Gruppenbild der Beteiligten. Empfänger halten Schecks in die Höhe

MDC-Angestellte spenden fünfstellig

Beschäftigte des MDC haben insgesamt 10.325 Euro für die weihnachtlichen Aktion „Lasst uns helfen“ gespendet. Mit dem Geld werden vier Initiativen unterstützt. Zwei weitere Spendenaktionen sammelten für eine Flüchtlingsunterkunft in Buch sowie das Kinderheim Elisabethstift.

Die Pandemie bringt viele Menschen und Initiativen in schwere Bedrängnis. „Aber vielen, die am MDC beschäftigt sind, geht es trotz der aktuellen Umstände gut“, sagt Rainer Leben. Er arbeitet in der Abteilung Einkauf und hat bereits im Frühjahr gemeinsam mit anderen Kolleginnen und Kollegen überlegt, wie man Menschen, die von der Pandemie stark betroffen sind, helfen kann. „Der Gedanke war: Wir bekommen weiterhin 100 Prozent unseres Gehalts. Gleichzeitig geben wir weniger Geld aus und haben deswegen mehr übrig. Andere aber stehen vor dem Nichts, weil sie keinerlei Einnahmen haben. Warum also nicht etwas spenden?“, berichtet Leben.

Rainer Leben und Dana Lafuente

Um einen Spendenaufruf starten, Geld einsammeln und weiterleiten zu können, holte er den MDC-Freundeskreis mit an Bord. Konkret wurden die Planungen, als im Herbst Victoria Malchin, zuständig für das Grundstücks- und Gebäudemanagement am MDC Mitte / BIMSB, auf Rainer Leben zukam. Auch sie wollte dazu aufrufen, einen Teil des Einkommens für Pandemiegeschädigte zu spenden. Dank der Unterstützung von Dana Lafuente vom MDC-Freundeskreis konnten die beiden Initiator*innen von „Lasst uns helfen“ loslegen. Ein wichtiger Meilenstein: die Entscheidung, an wen das gesammelte Geld gehen sollte. Malchin, Leben und Lafuente wählten die Stipendien-Initiative der Humboldt-Universität zu Berlin, ein Hilfsprogramm für Musiker*innen, die Kinderhilfe e.V. und die Freiwillige Feuerwehr Buch aus. „Uns war wichtig, Empfänger und Empfängerinnen zu nominieren, die unmittelbar betroffen sind oder aus unserer Sicht einen wichtigen Beitrag für die Gesellschaft leisten“, sagt Victoria Malchin.

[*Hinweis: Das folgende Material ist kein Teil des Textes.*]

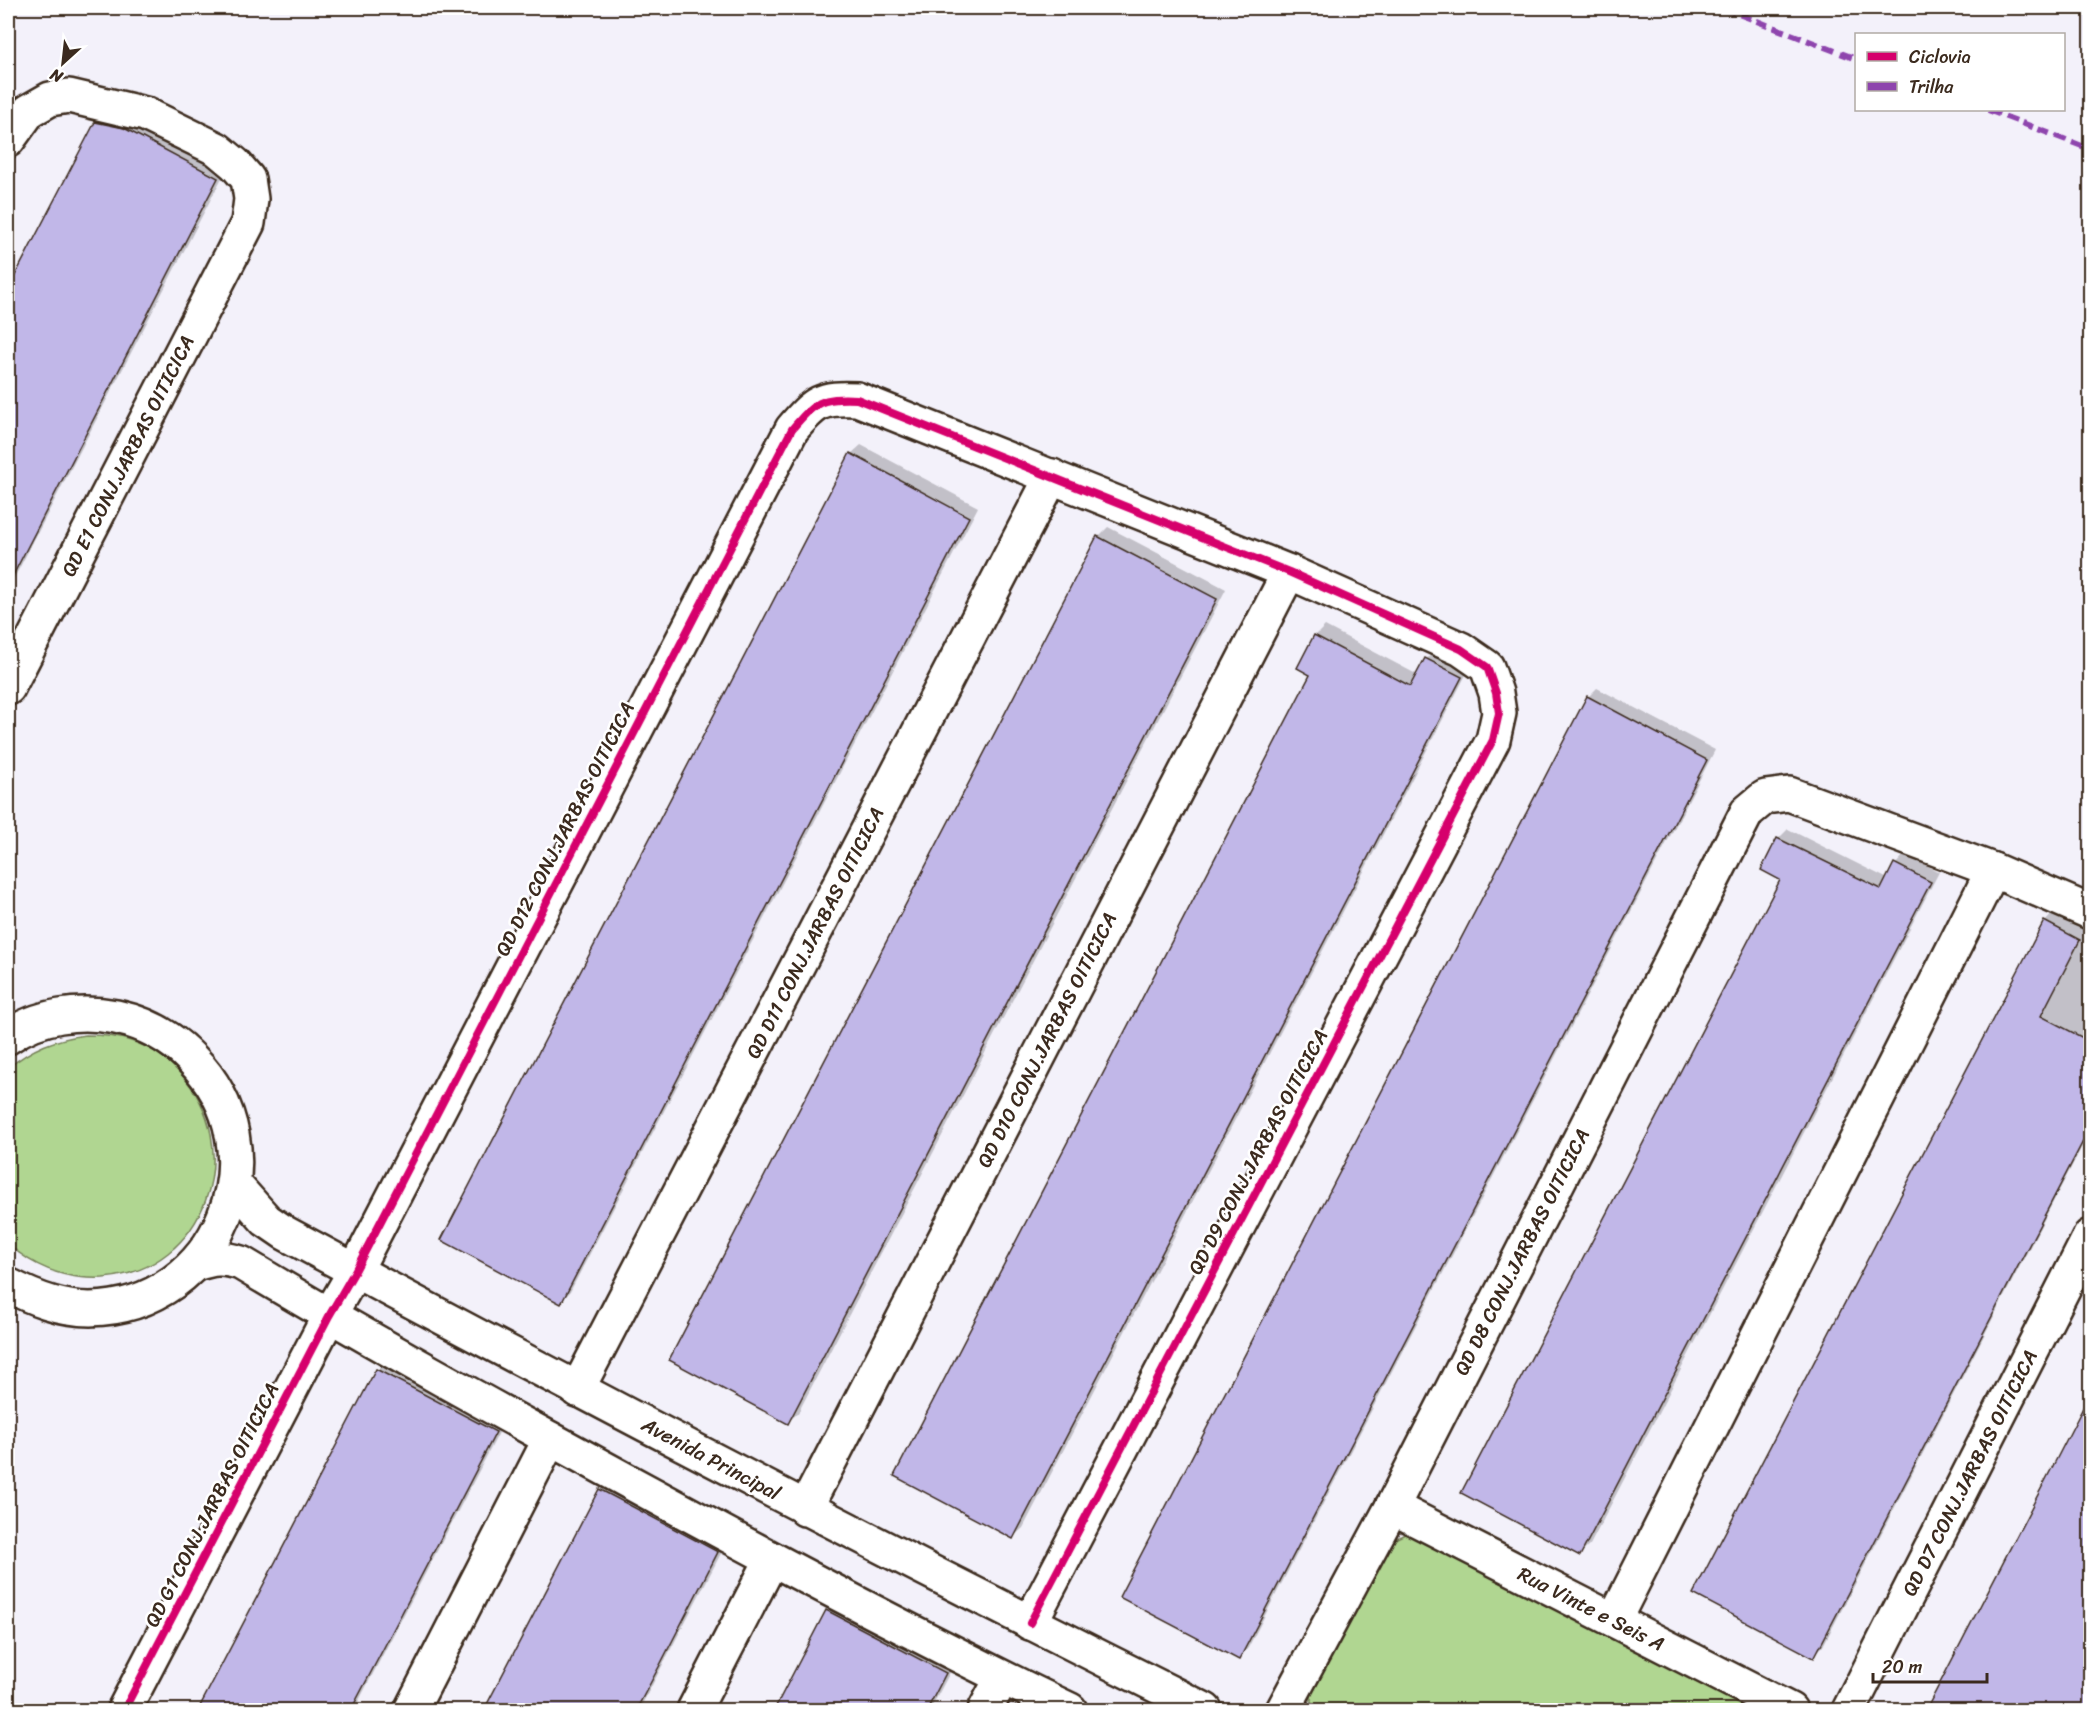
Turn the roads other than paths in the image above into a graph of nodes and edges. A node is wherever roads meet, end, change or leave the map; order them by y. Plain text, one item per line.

Ihr Spendenaufruf wurde zwei Wochen vor Weihnachten veröffentlicht, und bis Mitte Januar gingen 10.325 Euro von insgesamt fast 80 Spenderinnen und Spendern ein. „Wir freuen uns sehr, dass so viel Geld zusammengekommen ist“, sagt Rainer Leben. Die Summe wird geviertelt und soll Anfang Februar an die vier Empfänger übergeben werden.

Kinder wünschen sich Geräte fürs Homeschooling

Victoria Malchin, Dana Lafuente und Rainer Leben (letzte Reihe v.l.n.r.) mit den Spendenempfänger*innen

Zwei weitere Spendenaktionen luden, wie jedes Jahr im Advent, MDC-Mitarbeitende dazu ein, Gutes zu tun. Die Arbeitsgruppe von Professor Helmut Kettenmann sammelte für die Flüchtlingsunterkunft am Lindenberger Weg. „Mir ist dabei besonders der Gedanke des solidarischen Miteinanders in der Nachbarschaft wichtig“, sagt Birgit Jarchow, die die Aktion koordiniert. Sie und ihre Mitstreiter*innen konnten zwei große Kartons mit Mal- und Bastelsachen übergeben.

Auch die Wunschkartenaktion fand wieder statt: Kinder und Jugendliche aus dem Elisabethstift Berlin bastelten Weihnachtskarten, auf denen sie ihren Wunsch aufschrieben. Dabei durften sie auch gemeinsame Wünsche formulieren, um etwa einer Wohngruppe die Anschaffung eines neuen Bettes zu ermöglichen. „In diesem Jahr wünschten sich die Kinder aufgrund der aktuellen Lage vor allem Tablets, Headsets und Laptops. Also alles, was man fürs Homeschooling und digitales Lernen braucht“, berichtet Dr. Inan Edes aus dem „Captain T-Cell“-Team. Der Wissenschaftler organisiert die Wunschkartenaktion, die sich an Beschäftigte auf dem gesamten Campus Buch richtet, seit einigen Jahren. Diesmal kamen insgesamt 160 Geschenke zusammen.